L'infobox de la fiche Wikipédia consacrée à l'Octavia mentionne, parmi les sites d'assemblage du modèle hors de Tchécoslovaquie, une usine irlandaise à Cork tenue par la société O'Shea. Un article du quotidien The Irish Times, consacré à l'ouvrage de référence Motor Assembly In Ireland de l'historien automobile Bob Montgomery, permet de documenter précisément ce cas, qui illustre un mode de pénétration commerciale à l'Ouest différent de celui, plus classique, de l'importation directe.
Une industrie d'assemblage locale née de la fiscalité irlandaise
Depuis les années 1930, l'État irlandais impose des taxes très lourdes sur les voitures importées complètes, tout en autorisant un régime plus favorable pour les véhicules livrés en kit (« CKD », completely knocked down) et assemblés localement avec un contenu minimal de pièces irlandaises — pare-brise, pneus, filtres, éléments électriques, ressorts, etc. Cette politique donne naissance, sur plusieurs décennies, à une industrie d'assemblage locale disproportionnée par rapport à la taille du pays, où l'on retrouve tour à tour des marques aussi variées que Ford, Volkswagen (dont la toute première Coccinelle assemblée hors d'Allemagne, à Dublin en 1950), Mercedes-Benz, Fiat, Renault, Peugeot, Opel, Austin, Morris, Studebaker, Panhard, DKW, NSU — et Škoda.

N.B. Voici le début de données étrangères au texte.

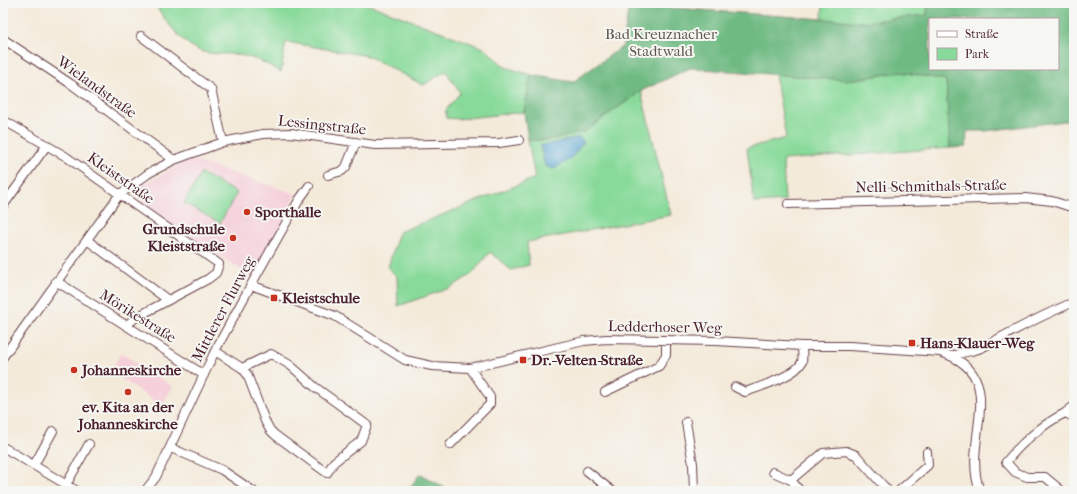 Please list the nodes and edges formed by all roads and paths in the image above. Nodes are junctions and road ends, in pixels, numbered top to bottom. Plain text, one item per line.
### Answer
1 (141, 36) dead end
2 (3, 39) edge
3 (3, 120) edge
4 (519, 140) dead end
5 (223, 142) junction
6 (356, 142) junction
7 (47, 145) junction
8 (174, 160) junction
9 (328, 175) dead end
10 (309, 186) dead end
11 (119, 195) junction
12 (788, 204) dead end
13 (3, 206) edge
14 (1074, 208) edge
15 (87, 240) junction
16 (56, 281) junction
17 (250, 284) junction
18 (168, 300) junction
19 (1074, 302) edge
20 (127, 325) junction
21 (666, 340) junction
22 (802, 346) junction
23 (215, 351) junction
24 (952, 356) junction
25 (3, 357) edge
26 (242, 368) junction
27 (470, 368) junction
28 (204, 374) junction
29 (735, 387) dead end
30 (605, 392) dead end
31 (1074, 406) edge
32 (1065, 413) junction
33 (1074, 417) edge
34 (686, 422) dead end
35 (53, 431) dead end
36 (89, 444) dead end
37 (450, 445) dead end
38 (3, 447) edge
39 (171, 448) junction
40 (927, 452) dead end
41 (34, 465) junction
42 (587, 471) dead end
43 (773, 472) dead end
44 (791, 480) junction
45 (66, 485) junction
46 (77, 491) edge
47 (145, 491) edge
48 (253, 491) edge
49 (612, 491) edge
50 (694, 491) edge
51 (800, 491) edge
52 (888, 491) edge
53 (899, 491) edge
54 (980, 491) edge
55 (1062, 491) edge

1 - 5 street
2 - 8 street, Wielandstraße
3 - 7 street, Kleiststraße
4 - 6 street, Lessingstraße
5 - 6 street, Lessingstraße
5 - 8 street, Lessingstraße
6 - 9 street
7 - 11 street, Kleiststraße
7 - 13 street
8 - 11 street, Lessingstraße
10 - 17 street, Mittlerer Flurweg
11 - 15 street, Lessingstraße
11 - 18 street, Kleiststraße
12 - 14 street, Nelli-Schmithals-Straße
15 - 16 street, Lessingstraße
15 - 18 street
16 - 20 street, Mörikestraße
16 - 25 street, Lessingstraße
17 - 23 street, Mittlerer Flurweg
17 - 27 street, Ledderhoser Weg
18 - 20 street
19 - 24 street
20 - 28 street, Mörikestraße
21 - 22 street, Ledderhoser Weg
21 - 27 street, Ledderhoser Weg
21 - 30 street
22 - 24 street, Ledderhoser Weg
22 - 29 street
23 - 26 street
23 - 28 street, Mittlerer Flurweg
24 - 54 street, Ledderhoser Weg
26 - 26 street
27 - 37 street
28 - 39 street, Mittlerer Flurweg
31 - 32 street
32 - 33 street
32 - 55 street
34 - 50 street
35 - 41 street
36 - 45 street
38 - 41 street
39 - 47 street, Mittlerer Flurweg
39 - 48 street
40 - 53 street
41 - 45 street
42 - 49 street
43 - 44 street
44 - 51 street
44 - 52 street
45 - 46 street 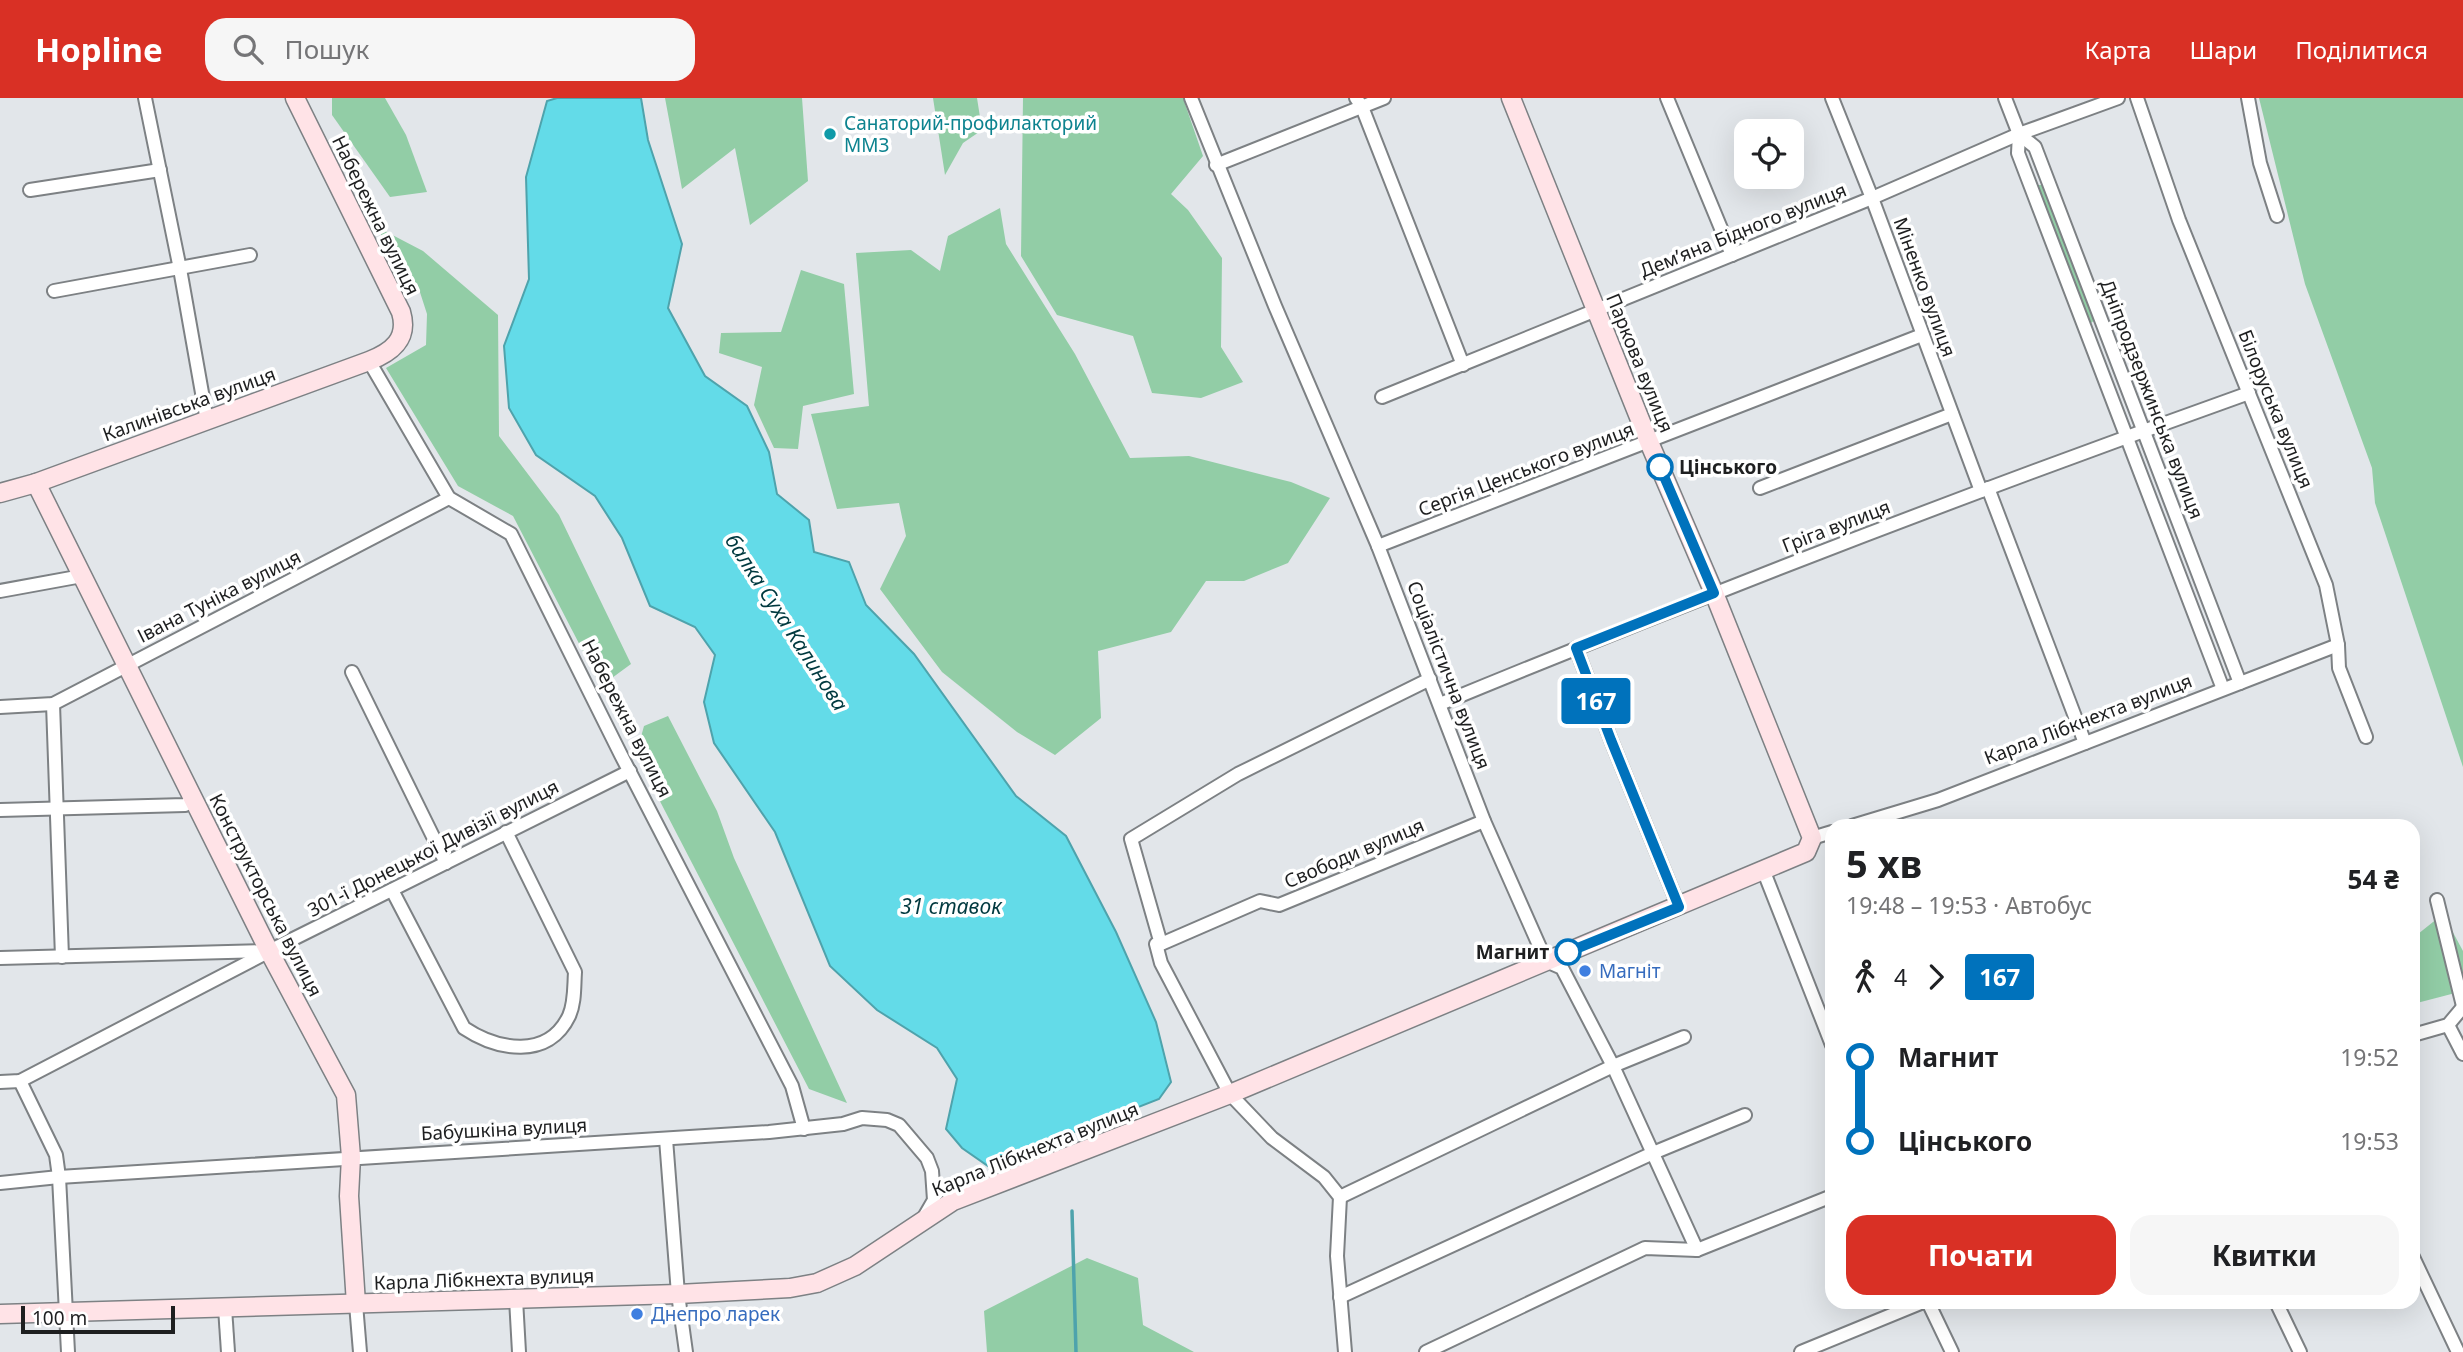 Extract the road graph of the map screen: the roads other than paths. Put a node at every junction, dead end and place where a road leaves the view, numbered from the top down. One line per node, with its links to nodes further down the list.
1 (145, 98): 15 (street)
2 (295, 98): 25 (street, Набережна вулиця)
3 (1191, 98): 14 (street, Соціалістична вулиця)
4 (1384, 98): 12 (street)
5 (1511, 98): 23 (street, Паркова вулиця)
6 (1667, 98): 20 (street)
7 (1832, 98): 17 (street, Міненко вулиця)
8 (2005, 98): 13 (street, Дніпродзержинська вулиця)
9 (2118, 98): 13 (street, Дем’яна Бідного вулиця)
10 (2137, 98): 28 (street, Білоруська вулиця)
11 (2248, 98): 18 (street)
12 (1359, 102): 14 (street); 27 (street)
13 (2019, 134): 17 (street, Дем’яна Бідного вулиця); 32 (street, Дніпродзержинська вулиця); 33 (street, Дніпродзержинська вулиця)
14 (1216, 165): 40 (street, Соціалістична вулиця)
15 (160, 170): 16 (street); 21 (street)
16 (30, 190)
17 (1872, 198): 20 (street, Дем’яна Бідного вулиця); 24 (street, Міненко вулиця)
18 (2277, 216)
19 (250, 255): 21 (street)
20 (1732, 255): 23 (street, Дем’яна Бідного вулиця)
21 (180, 269): 22 (street); 31 (street)
22 (54, 291)
23 (1597, 311): 27 (street, Дем’яна Бідного вулиця); 34 (street, Паркова вулиця)
24 (1922, 335): 30 (street, Міненко вулиця); 34 (street, Сергія Ценського вулиця)
25 (391, 350): 26 (street, Калинівська вулиця)
26 (369, 361): 31 (street, Калинівська вулиця); 39 (street, Набережна вулиця)
27 (1463, 365): 29 (street, Дем’яна Бідного вулиця)
28 (2249, 393): 32 (street, Гріга вулиця); 44 (street, Білоруська вулиця)
29 (1382, 397)
30 (1952, 414): 36 (street); 37 (street, Міненко вулиця)
31 (207, 421): 35 (street, Калинівська вулиця)
32 (2143, 431): 33 (street, Гріга вулиця); 49 (street, Дніпродзержинська вулиця)
33 (2126, 436): 37 (street, Гріга вулиця); 50 (street, Дніпродзержинська вулиця)
34 (1649, 442): 40 (street, Сергія Ценського вулиця); 43 (street, Паркова вулиця)
35 (36, 482): 38 (street, Калинівська вулиця); 41 (street, Конструкторська вулиця)
36 (1760, 488)
37 (1984, 490): 43 (street, Гріга вулиця); 55 (street, Міненко вулиця)
38 (0, 493)
39 (449, 498): 46 (street, Івана Туніка вулиця); 56 (street, Набережна вулиця)
40 (1378, 546): 48 (street, Соціалістична вулиця)
41 (82, 576): 42 (street); 46 (street, Конструкторська вулиця)
42 (0, 592)
43 (1714, 593): 45 (street, Гріга вулиця); 64 (street, Паркова вулиця)
44 (2338, 645): 49 (street, Карла Лібкнехта вулиця); 54 (street, Білоруська вулиця)
45 (1576, 648): 52 (street, Гріга вулиця); 69 (street)
46 (127, 666): 51 (street, Івана Туніка вулиця); 57 (street, Конструкторська вулиця)
47 (352, 672): 65 (street)
48 (1430, 679): 52 (street, Соціалістична вулиця); 70 (street)
49 (2240, 683): 50 (street, Карла Лібкнехта вулиця)
50 (2223, 690): 55 (street, Карла Лібкнехта вулиця)
51 (53, 704): 53 (street, Івана Туніка вулиця); 58 (street)
52 (1440, 704): 61 (street, Соціалістична вулиця)
53 (0, 707)
54 (2366, 737)
55 (2085, 743): 60 (street, Карла Лібкнехта вулиця)
56 (630, 771): 62 (street, 301-ї Донецької Дивізії вулиця); 86 (street, Набережна вулиця)
57 (194, 799): 58 (street); 71 (street, Конструкторська вулиця)
58 (58, 808): 59 (street); 72 (street)
59 (0, 810)
60 (1875, 819)
61 (1484, 821): 70 (street, Свободи вулиця); 74 (street, Соціалістична вулиця)
62 (506, 832): 65 (street, 301-ї Донецької Дивізії вулиця); 67 (street)
63 (1825, 834): 64 (street, Карла Лібкнехта вулиця)
64 (1812, 838): 66 (street, Карла Лібкнехта вулиця)
65 (446, 863): 67 (street, 301-ї Донецької Дивізії вулиця)
66 (1764, 872): 69 (street, Карла Лібкнехта вулиця); 77 (street)
67 (392, 890): 71 (street, 301-ї Донецької Дивізії вулиця)
68 (2437, 900): 75 (street)
69 (1679, 907): 74 (street, Карла Лібкнехта вулиця)
70 (1161, 944): 84 (street)
71 (270, 951): 72 (street, 301-ї Донецької Дивізії вулиця); 83 (street); 89 (street, Конструкторська вулиця)
72 (62, 957): 73 (street, 301-ї Донецької Дивізії вулиця)
73 (0, 958)
74 (1546, 961): 81 (street, Соціалістична вулиця); 84 (street, Карла Лібкнехта вулиця)
75 (2463, 1007): 76 (street)
76 (2448, 1025): 78 (street); 80 (street)
77 (1825, 1027)
78 (2420, 1033)
79 (1684, 1037): 81 (street)
80 (2463, 1054)
81 (1613, 1066): 88 (street, Соціалістична вулиця); 92 (street)
82 (0, 1082): 83 (street)
83 (20, 1082): 90 (street)
84 (1230, 1094): 92 (street); 94 (street, Карла Лібкнехта вулиця)
85 (1745, 1115): 88 (street)
86 (804, 1129): 87 (street, Бабушкіна вулиця); 94 (street, Бабушкіна вулиця)
87 (666, 1139): 89 (street, Бабушкіна вулиця); 97 (street)
88 (1653, 1153): 95 (street, Соціалістична вулиця); 98 (street)
89 (351, 1157): 90 (street, Бабушкіна вулиця); 100 (street, Конструкторська вулиця)
90 (59, 1177): 91 (street, Бабушкіна вулиця); 105 (street)
91 (0, 1183)
92 (1340, 1197): 98 (street)
93 (1825, 1199): 95 (street)
94 (923, 1220): 97 (street, Карла Лібкнехта вулиця)
95 (1697, 1250): 113 (street)
96 (2420, 1272): 117 (street)
97 (678, 1294): 99 (street, Карла Лібкнехта вулиця); 111 (street)
98 (1340, 1297): 112 (street)
99 (516, 1299): 100 (street, Карла Лібкнехта вулиця); 110 (street)
100 (356, 1304): 101 (street, Карла Лібкнехта вулиця); 109 (street, Конструкторська вулиця)
101 (225, 1308): 105 (street, Карла Лібкнехта вулиця); 108 (street)
102 (1906, 1309): 114 (street)
103 (1931, 1309): 115 (street)
104 (2279, 1309): 116 (street)
105 (67, 1312): 106 (street, Карла Лібкнехта вулиця); 107 (street)
106 (0, 1314)
107 (68, 1352)
108 (228, 1352)
109 (360, 1352)
110 (519, 1352)
111 (686, 1352)
112 (1345, 1352)
113 (1426, 1352)
114 (1801, 1352)
115 (1952, 1352)
116 (2300, 1352)
117 (2458, 1352)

L'Octavia assemblée par O'Shea à Cork
Selon Montgomery, cité par le journaliste Neil Briscoe, la société O'Shea de Cork — également assembleur local de la marque Opel dans les années 1960 — a bien assemblé des Škoda sur le sol irlandais, dont l'Octavia originelle, à partir de kits expédiés depuis la Tchécoslovaquie « à travers le rideau de fer ». Le prix de vente qui en résultait sur le marché irlandais n'était que de 499 livres — sensiblement inférieur aux 629 livres relevées la même période sur le marché britannique voisin par le magazine Motor Sport (voir Motor Sport, avril 1962 — « une berline entièrement à suspension indépendante, à 629 livres »), un écart cohérent avec l'objectif même du régime fiscal irlandais d'assemblage local, qui visait justement à réduire le prix final pour le consommateur par rapport à une importation complète taxée au plein tarif.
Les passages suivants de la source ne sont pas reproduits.